Or am I looking for you?
I always know what to say until it's time to talk
But somehow you understand
Is that just you, or is it me
I've never been challenged in a way that was perfect for me, could you do it? Could you handle it? Could I?
Do I want it? Am I afraid?
I got a thing for self-sabotage, I'm trying to shake it... I used to have a thing for self sabotage
Could you change me in the way I've been craving?
Water me? Nourish me? Could you see through my lies, and understand all the ways I flee? Would we waste our time and energy?
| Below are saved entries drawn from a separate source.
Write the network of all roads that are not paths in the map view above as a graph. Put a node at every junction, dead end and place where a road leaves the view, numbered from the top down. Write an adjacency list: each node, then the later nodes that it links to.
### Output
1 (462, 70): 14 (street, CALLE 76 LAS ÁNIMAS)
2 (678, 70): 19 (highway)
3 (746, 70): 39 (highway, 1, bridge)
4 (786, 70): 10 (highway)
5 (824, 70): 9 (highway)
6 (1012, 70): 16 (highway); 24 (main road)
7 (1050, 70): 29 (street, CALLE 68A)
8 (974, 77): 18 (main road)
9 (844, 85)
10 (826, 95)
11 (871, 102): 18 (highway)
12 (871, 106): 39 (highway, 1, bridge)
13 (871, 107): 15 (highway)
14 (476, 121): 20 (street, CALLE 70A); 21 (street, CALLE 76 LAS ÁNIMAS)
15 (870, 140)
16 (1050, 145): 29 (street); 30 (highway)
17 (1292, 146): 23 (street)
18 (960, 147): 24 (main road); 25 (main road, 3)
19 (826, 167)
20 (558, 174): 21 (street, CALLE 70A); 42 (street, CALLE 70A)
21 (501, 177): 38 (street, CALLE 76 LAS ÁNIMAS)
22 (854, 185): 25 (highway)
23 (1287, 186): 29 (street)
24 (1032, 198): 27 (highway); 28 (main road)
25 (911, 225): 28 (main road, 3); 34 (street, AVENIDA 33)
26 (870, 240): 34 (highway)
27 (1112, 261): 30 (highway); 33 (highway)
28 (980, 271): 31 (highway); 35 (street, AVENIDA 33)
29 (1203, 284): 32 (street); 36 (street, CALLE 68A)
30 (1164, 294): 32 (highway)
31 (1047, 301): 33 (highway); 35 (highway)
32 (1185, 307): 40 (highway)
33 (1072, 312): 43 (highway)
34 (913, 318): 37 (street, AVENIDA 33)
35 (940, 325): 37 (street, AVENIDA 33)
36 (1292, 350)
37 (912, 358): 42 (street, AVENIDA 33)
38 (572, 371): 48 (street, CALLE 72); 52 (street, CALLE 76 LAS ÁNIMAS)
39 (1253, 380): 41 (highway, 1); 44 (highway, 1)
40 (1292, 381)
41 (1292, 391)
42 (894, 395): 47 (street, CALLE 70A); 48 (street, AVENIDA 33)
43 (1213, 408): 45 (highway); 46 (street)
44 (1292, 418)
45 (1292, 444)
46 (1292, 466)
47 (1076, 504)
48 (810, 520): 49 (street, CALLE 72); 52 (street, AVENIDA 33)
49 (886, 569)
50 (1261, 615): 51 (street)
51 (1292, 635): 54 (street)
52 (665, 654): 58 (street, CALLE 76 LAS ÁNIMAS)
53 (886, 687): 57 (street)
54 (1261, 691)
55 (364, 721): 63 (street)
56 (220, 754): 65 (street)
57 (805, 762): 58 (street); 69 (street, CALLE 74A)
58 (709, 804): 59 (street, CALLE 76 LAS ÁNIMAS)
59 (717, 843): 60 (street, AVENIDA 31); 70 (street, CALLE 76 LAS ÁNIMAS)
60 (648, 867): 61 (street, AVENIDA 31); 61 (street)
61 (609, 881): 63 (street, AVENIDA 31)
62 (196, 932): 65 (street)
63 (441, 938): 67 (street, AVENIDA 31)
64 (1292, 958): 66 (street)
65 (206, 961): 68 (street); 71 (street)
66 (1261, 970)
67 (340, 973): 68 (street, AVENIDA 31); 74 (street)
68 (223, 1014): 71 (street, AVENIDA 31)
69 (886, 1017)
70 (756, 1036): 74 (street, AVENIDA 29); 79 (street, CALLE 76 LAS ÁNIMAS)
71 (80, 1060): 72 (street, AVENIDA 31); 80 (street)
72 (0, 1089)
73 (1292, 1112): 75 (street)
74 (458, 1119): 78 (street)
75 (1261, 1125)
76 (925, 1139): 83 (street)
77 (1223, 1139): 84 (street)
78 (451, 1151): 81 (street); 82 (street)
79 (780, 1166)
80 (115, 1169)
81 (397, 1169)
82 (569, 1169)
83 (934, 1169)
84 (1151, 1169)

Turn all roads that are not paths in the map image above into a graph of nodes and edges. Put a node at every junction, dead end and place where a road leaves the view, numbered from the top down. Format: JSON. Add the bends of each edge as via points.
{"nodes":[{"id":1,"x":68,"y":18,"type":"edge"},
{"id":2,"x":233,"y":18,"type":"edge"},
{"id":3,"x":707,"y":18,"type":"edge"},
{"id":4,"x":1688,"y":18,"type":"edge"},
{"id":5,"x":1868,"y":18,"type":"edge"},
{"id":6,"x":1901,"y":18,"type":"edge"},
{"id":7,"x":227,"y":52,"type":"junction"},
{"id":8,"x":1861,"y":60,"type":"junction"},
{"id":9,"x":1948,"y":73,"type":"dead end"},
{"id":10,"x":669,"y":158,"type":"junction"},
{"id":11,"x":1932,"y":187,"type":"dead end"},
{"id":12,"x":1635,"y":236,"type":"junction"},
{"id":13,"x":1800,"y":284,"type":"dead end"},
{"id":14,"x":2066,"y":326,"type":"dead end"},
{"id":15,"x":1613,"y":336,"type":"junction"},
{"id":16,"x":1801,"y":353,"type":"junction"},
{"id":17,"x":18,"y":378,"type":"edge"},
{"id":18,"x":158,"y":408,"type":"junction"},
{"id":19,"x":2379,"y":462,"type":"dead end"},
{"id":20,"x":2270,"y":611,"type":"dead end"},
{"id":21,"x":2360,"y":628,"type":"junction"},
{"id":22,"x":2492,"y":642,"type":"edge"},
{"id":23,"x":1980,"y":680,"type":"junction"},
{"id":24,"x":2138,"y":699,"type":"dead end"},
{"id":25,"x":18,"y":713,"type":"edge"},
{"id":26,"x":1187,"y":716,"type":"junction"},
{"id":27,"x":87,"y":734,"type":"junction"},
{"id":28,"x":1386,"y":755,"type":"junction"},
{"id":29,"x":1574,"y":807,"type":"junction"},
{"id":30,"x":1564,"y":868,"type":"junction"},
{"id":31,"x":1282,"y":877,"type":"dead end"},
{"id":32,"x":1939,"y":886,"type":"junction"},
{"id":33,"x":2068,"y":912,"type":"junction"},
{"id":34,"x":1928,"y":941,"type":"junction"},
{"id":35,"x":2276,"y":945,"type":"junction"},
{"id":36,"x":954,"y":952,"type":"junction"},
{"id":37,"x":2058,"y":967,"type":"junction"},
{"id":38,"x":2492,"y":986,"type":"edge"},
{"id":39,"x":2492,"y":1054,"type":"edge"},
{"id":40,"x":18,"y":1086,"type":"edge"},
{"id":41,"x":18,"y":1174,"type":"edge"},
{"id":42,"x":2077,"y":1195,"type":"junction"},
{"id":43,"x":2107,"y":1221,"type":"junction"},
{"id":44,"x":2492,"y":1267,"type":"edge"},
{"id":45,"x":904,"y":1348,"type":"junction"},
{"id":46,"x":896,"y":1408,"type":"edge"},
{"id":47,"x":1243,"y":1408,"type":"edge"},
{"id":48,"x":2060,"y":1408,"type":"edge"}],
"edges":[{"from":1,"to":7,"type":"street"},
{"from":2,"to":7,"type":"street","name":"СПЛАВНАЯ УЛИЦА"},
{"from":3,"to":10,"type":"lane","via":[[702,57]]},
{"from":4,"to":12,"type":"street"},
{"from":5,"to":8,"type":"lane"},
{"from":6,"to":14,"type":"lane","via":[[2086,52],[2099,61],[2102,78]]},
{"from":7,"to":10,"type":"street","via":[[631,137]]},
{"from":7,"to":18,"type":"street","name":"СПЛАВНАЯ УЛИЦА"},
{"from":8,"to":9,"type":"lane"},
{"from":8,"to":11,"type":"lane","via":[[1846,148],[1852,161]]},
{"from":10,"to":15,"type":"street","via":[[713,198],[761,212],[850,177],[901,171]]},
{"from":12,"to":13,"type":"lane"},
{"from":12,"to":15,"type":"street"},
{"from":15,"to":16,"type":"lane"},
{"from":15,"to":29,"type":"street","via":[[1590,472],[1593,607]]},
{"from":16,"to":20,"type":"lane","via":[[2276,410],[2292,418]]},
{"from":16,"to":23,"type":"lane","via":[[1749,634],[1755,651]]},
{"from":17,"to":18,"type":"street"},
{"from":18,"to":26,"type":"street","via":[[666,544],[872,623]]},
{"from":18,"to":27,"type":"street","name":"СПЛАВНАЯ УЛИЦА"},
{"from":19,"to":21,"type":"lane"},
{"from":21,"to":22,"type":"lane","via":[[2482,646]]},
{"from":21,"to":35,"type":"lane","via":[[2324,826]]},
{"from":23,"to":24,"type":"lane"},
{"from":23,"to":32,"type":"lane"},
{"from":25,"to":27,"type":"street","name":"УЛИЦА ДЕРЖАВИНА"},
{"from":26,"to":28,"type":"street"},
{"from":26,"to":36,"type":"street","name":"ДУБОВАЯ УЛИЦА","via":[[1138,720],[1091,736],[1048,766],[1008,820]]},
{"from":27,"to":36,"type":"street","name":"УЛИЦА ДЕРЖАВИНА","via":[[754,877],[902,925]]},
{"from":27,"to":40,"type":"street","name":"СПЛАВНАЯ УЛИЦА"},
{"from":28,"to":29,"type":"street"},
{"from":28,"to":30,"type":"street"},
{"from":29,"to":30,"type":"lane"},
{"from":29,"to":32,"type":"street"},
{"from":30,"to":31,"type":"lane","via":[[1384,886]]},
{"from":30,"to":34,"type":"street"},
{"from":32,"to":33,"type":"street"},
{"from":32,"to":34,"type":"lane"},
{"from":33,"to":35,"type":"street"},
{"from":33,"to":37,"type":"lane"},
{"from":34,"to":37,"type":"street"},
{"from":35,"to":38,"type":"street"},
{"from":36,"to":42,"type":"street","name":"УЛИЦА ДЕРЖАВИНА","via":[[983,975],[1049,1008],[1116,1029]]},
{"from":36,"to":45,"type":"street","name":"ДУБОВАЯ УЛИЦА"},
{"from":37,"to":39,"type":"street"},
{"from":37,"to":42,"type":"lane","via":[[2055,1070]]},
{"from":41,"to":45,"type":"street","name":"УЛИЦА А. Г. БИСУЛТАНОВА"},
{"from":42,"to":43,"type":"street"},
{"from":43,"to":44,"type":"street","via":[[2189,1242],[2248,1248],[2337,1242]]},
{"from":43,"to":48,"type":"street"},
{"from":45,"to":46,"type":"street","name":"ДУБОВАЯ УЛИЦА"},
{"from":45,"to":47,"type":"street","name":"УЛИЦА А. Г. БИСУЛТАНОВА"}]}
Am I too intense, am I getting wrapped up again?
Do you really feel the same, or are you lonely, are you hurt, are you looking for anything, are you horny, are you lost, are you drained, do you have hidden motives are you afraid, do you want something tainted, if so, I always attract people like you, or are you looking for me?
I have so much love to give
It always goes to those in need
But they leave me empty
They leave me lost
Leave me lonely
My fear of inertia keeps me stuck
I don't want to be my own downfall
Can you save me from me?
Am I crazy? Am I brilliant?
Being intuitive in a delusional world is draining? Should I give in? Should I pretend?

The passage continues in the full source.